PROBLEM STATEMENT:
What you return should be each line of the data containing the string "Nodes".

EXERCISE MATERIALS:
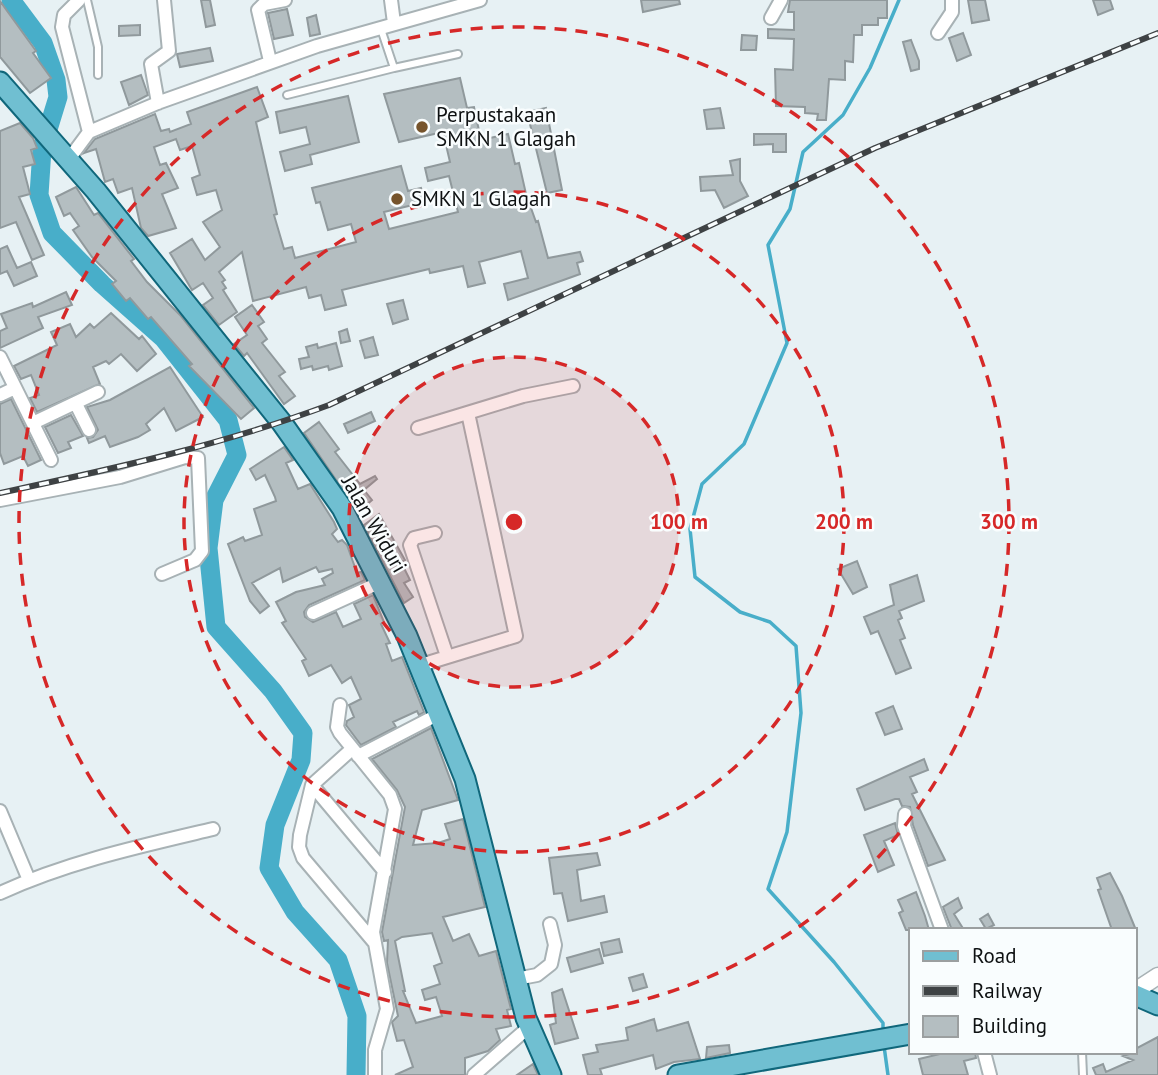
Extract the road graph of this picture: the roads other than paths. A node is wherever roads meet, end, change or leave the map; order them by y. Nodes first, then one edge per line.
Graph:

* * *

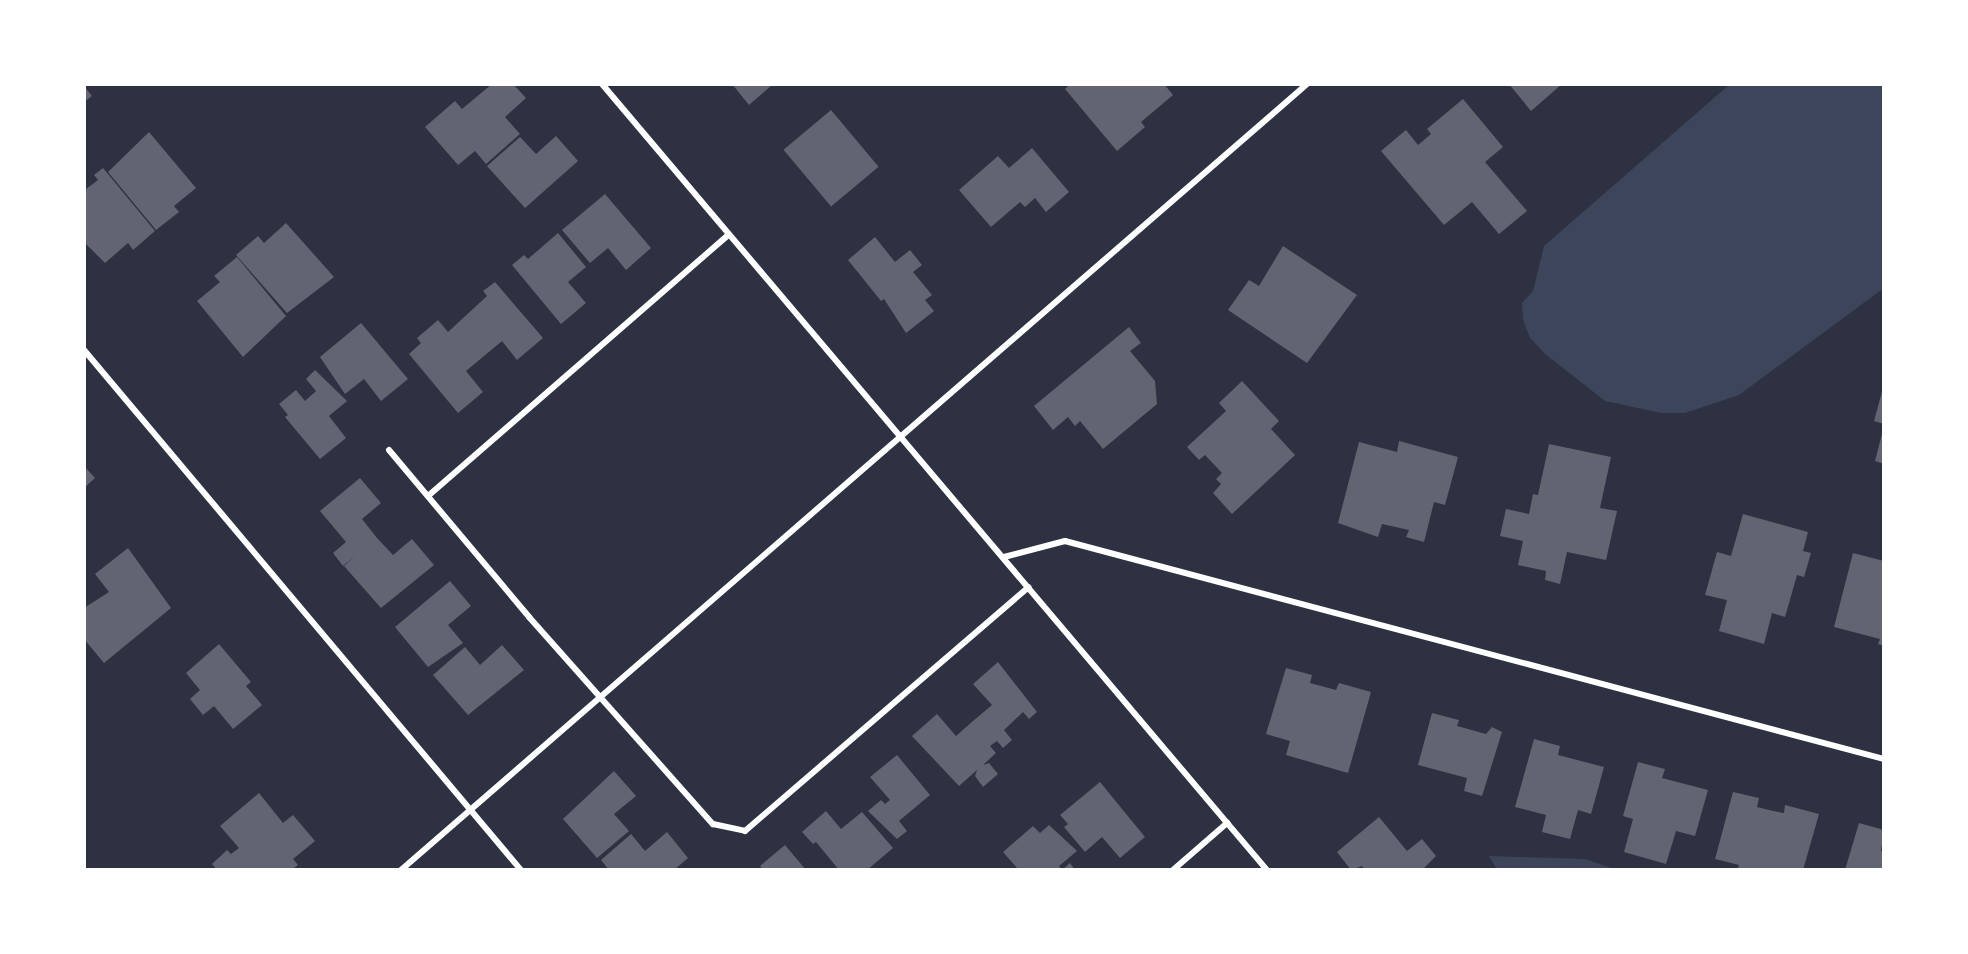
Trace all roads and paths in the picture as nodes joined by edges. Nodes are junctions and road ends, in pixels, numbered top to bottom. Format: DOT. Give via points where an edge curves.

EXERCISE RESPONSE:
Extract the road graph of this picture: the roads other than paths. A node is wherever roads meet, end, change or leave the map; order them by y. Nodes first, then one edge per line.
Trace all roads and paths in the picture as nodes joined by edges. Nodes are junctions and road ends, in pixels, numbered top to bottom. Format: DOT. Give via points where an edge curves.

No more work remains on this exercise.